The Network for CommunityHospitality was recently formed at the Waikato Management School by Cheryl Cockburn-Wootten and Alison McIntosh. So far over 40 community organisations have joined it, including the Fast Track Inclusion Trust. The Network for Community Hospitality has provided a number of unique opportunities for like-minded community-building organisations in joining efforts to identify and tackle common challenges – for example how do we promote inclusiveness in our community and evaluate the outcomes of our actions? 


Though the term ‘Community Hospitality’ invokes the generous and friendly reception of guests and strangers, our communities still harbour large groups of people that feel marginalised and disenfranchised. One such group has disabilities that stand them apart – against their will - from their community.

Whilst disabled people were specifically excluded from community life in years passed, this is not the case anymore.

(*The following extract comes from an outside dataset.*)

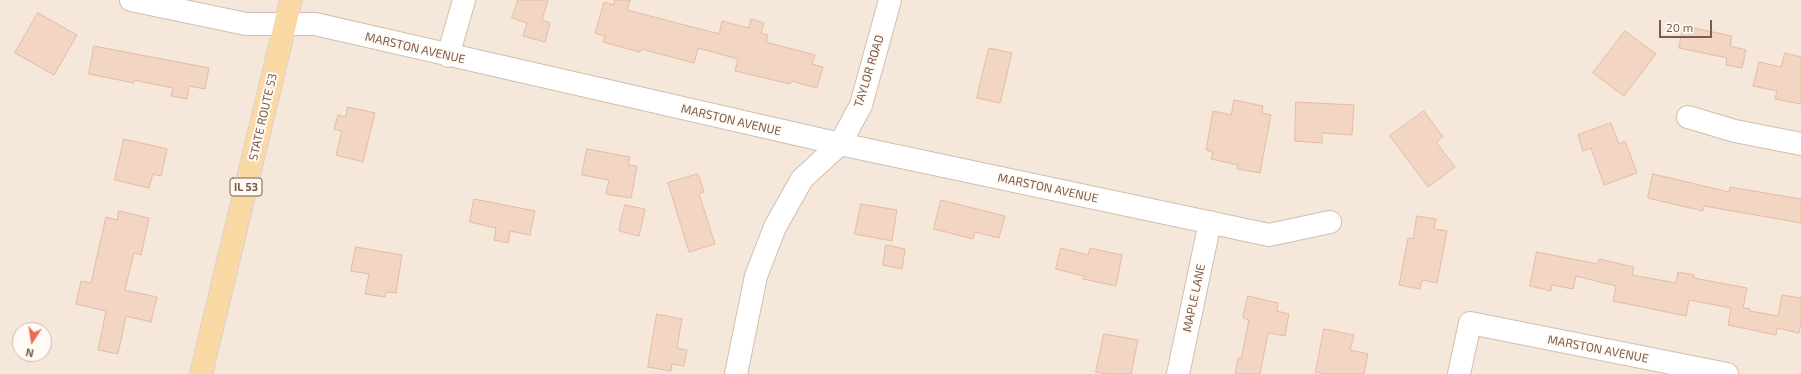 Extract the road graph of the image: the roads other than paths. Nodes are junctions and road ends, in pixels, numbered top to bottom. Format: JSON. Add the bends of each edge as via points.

Most organisations communicate, if not boast, inclusive values. However, statements of intent are ineffective unless backed up with specific systems or protocols to implement inclusiveness. Our investigation has shown that organisation leaders seemingly assume that putting in place ‘protective’ mechanisms against exclusiveness simply guarantees inclusive outcomes. This leaves individual staff ‘at the coalface’ responsible for personal interpretations or lack thereof.

The Arts2Gether project developed the concept of ‘Intentional Invitation’ to reach out to marginalised people, beyond traditional modes of community invitation. The project piloted interventions in different community settings, with the purpose of magnifying micro-interactions where evidence of shift in inclusive attitude or behaviour may be traced. Community encounters were planned to gradually increase in scope so that we could benefit from cumulative learning in real time through feedback from community leaders and participants involved.

Findings confirmed the power of the Intentional Invitation mechanism to promote engagement and participation. Disabled and non-disabled people spent time worked side by side on enticing projects – and this provided the opportunity for previously marginalised people to contribute talent, ideas, support in authentic ways. Our interview data demonstrates how these encounters prepared the grounds for such shifts in integration to occur, fostering new experiences of togetherness.

The Network for Community Hospitality was pivotal in running this pilot project: it provided the opportunity to share university resources (for instance in promoting the project at the ‘O’ Week), engage with the student body (for instance in enrolling a group of volunteer students to organise and run the campus encounters) and expand future research capability by collaborating on funding applications. 

Heartfelt thanks to these social innovators!